Bu dünyada neden bu kadar çok sorun var?

Selin Sebla OK Perspektif
12 Şubat 2025 Çarşamba

“Hakkı Rahmetine Kavuşan Büyük Yönetmen David Lynch Ruhuna El Fatiha” çağrısıyla Teşvikiye Camii önünde lokma döktürmek gibi bir anmadan sonra Lynch’in değeriyle ve kaybıyla yaşadığımız üzüntüyle ilgili ne yazıp çizsek hep biraz eksik kalacak. En çok üzülenlerden biri benimdir herhalde şeklinde abartılı bir hissiyatla sosyal medyadaki tüm yaratıcı anmalara bile söylenip dururken karşıma çıkan bu haberle yaşadığım kısa süreli şok etkisinin ardından “Lynch’i anmak dediğin böyle olur işte” dediğimi de bir ders minvalinde hiç unutmayacağım. Kibirli üzüntü modellerimize sarılıp bir şeyin gerçek değerini anmadan gösterdiğimiz tüm tepkileri düşünmek için iyi bir fırsat. David Lynch ancak böyle güzel anılabilirdi çünkü o da tam bireysel değerlerin ve dışavurumların absürt sayılmadığı bir dünyanın iyimser tasarımcısıydı. Neden mi iyimserdi? Sürekli değişen dünyada sabit bir gerçeklik bulmaya çalışmanın beyhude arayış tuzağına hiç düşmediği için, hiçbir duyguya ve davranışa özel bir değer ve mesaj atfetmediği için, rüyaları önemsediği için, ötekini tanıdığı için ve varoluşa dair tam bir yoksunluk, tam bir başarısızlık, tam bir dehşet trajedisi yaratmadığı için, gülünç olmayı sıra dışı olarak görmediği için, insanlık hallerine yabancılaşmadığı, tersine yabancı bulunanın farkını anlamaya çalıştığı için bir iyimserdi. Çünkü onun dünyasında herkes var olmayı hak etmekteydi.

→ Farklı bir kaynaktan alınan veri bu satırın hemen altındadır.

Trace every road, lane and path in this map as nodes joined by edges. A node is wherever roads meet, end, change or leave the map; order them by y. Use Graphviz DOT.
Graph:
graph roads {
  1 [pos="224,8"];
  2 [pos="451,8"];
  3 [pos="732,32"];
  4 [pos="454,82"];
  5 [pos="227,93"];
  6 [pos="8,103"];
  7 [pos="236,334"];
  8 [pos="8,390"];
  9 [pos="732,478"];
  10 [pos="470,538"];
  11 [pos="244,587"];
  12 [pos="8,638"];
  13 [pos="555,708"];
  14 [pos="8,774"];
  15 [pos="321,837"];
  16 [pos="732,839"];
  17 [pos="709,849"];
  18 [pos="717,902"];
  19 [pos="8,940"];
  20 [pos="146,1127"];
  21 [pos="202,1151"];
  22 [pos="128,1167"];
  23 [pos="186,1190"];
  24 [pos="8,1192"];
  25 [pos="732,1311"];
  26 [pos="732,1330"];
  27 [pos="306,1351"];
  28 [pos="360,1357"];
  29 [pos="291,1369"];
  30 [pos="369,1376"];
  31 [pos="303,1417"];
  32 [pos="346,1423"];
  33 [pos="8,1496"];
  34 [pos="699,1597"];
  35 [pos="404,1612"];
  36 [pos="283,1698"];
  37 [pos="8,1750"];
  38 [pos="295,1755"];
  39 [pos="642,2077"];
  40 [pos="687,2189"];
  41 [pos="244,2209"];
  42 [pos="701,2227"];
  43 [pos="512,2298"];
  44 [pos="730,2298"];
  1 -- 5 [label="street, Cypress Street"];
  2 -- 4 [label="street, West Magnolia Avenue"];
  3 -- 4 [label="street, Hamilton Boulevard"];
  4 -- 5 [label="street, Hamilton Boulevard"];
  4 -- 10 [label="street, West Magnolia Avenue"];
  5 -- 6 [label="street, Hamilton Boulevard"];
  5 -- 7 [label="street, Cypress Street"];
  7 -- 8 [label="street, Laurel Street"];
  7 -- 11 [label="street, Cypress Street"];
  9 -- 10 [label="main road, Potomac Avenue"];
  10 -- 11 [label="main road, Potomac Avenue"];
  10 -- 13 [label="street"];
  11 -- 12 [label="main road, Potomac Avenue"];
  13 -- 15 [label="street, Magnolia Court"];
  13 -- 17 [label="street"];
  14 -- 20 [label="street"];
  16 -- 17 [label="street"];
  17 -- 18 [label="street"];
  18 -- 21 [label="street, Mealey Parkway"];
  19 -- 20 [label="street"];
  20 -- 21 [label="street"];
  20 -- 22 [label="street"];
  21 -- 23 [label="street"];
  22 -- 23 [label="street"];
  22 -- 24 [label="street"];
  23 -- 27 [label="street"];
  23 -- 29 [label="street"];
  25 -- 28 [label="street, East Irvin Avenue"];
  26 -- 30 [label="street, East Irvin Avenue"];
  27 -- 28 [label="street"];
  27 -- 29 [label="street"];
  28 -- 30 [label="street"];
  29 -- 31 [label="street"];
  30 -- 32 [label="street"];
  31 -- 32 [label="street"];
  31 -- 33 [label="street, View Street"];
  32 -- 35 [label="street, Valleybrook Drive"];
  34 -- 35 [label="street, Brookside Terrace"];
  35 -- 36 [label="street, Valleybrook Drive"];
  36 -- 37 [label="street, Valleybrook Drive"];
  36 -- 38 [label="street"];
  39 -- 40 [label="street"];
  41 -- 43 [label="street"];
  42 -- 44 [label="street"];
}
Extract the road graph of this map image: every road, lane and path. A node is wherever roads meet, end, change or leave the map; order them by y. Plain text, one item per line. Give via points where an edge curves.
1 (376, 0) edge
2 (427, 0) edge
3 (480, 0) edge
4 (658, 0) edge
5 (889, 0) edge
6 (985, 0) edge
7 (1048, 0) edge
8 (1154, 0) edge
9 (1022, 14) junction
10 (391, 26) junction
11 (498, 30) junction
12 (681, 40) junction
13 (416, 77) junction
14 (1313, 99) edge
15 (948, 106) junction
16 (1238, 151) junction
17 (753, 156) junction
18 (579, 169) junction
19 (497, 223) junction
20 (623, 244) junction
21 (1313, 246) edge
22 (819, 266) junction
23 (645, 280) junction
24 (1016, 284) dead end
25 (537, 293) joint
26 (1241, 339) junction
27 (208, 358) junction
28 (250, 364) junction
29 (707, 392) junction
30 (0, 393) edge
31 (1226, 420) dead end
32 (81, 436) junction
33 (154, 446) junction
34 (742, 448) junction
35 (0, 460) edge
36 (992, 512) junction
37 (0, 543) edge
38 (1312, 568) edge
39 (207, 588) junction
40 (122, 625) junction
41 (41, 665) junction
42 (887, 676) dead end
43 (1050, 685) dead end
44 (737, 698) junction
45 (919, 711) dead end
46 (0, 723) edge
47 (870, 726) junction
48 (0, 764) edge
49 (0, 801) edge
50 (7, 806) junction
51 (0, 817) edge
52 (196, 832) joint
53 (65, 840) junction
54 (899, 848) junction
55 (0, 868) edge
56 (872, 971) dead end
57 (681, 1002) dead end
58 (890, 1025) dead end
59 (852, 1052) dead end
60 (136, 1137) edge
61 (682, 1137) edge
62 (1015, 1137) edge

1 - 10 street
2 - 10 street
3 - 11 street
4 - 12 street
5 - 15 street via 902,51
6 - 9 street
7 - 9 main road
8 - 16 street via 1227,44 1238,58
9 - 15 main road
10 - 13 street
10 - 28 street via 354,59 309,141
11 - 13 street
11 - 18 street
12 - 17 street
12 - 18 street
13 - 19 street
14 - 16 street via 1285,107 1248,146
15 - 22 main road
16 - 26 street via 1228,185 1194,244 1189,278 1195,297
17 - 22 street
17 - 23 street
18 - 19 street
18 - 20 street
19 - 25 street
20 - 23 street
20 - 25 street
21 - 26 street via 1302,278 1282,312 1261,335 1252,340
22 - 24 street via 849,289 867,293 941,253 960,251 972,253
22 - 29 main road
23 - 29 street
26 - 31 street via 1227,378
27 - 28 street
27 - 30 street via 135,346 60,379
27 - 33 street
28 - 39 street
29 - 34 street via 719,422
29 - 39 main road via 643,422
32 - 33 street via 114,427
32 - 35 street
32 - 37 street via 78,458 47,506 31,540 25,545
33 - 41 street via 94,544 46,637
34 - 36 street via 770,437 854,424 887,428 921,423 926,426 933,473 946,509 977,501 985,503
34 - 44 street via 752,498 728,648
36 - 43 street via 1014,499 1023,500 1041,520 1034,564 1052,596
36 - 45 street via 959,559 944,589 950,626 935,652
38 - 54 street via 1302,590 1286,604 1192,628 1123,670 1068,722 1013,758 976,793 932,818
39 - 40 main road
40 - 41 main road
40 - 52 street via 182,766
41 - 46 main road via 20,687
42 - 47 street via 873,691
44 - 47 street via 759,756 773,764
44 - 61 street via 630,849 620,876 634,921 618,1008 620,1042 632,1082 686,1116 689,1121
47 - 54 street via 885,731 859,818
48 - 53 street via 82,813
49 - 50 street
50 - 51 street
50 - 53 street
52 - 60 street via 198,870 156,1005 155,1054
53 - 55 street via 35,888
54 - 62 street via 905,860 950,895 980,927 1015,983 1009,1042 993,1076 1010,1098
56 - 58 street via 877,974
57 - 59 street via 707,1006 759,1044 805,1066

Gerçek dünya fikri de neydi?

Felsefi düşüncenin ilk zamanlarına hâkim fikirlerden biriyken, düşün insanlarını farklı kutuplara ayıran iddialı bir tartışmaydı ‘gerçeklik’. Yaşadığımız çağda ise gerçekliği algılamaya çalışma yönünde yaşanan değişimlerde, bu kutuplaşmanın tansiyonu geçmişe oranla esnetilmiş olsa da ‘gerçek dünya’ fikri eski önemini muhafaza ediyor ve sanatlar yoluyla yapılan manipülasyonlarla dahi olsa amaç, gerçekliğe ulaşmanın bir parodisi gibi görülüyor. Oysa Nietzsche bu konuda çok uzun yıllar önce şöyle söylememiş mi? “Gerçek dünyayı yok ettik; geriye ne kaldı? Görünür dünya, herhalde?... Ama hayır! Gerçek dünyayla birlikte görünür dünyayı da yok ettik.” Nietzsche ‘görünümler’ ve ‘gerçek’ diye iki ayrı dünya olmadığına ‘görünümler’ olarak nitelenen ve gerçekliği sorgulanan her şeyin ‘gerçek’ adını verdiğimiz dünyada anlam taşıyıcı olduğuna dikkat çekmek istemiştir. Tüm görünümler, öteki dünyada, görünümlerin refere ettiği evrende değil yaşadığımız, günlük rutinlerimizi devam ettirdiğimiz dünyada anlam kazanır.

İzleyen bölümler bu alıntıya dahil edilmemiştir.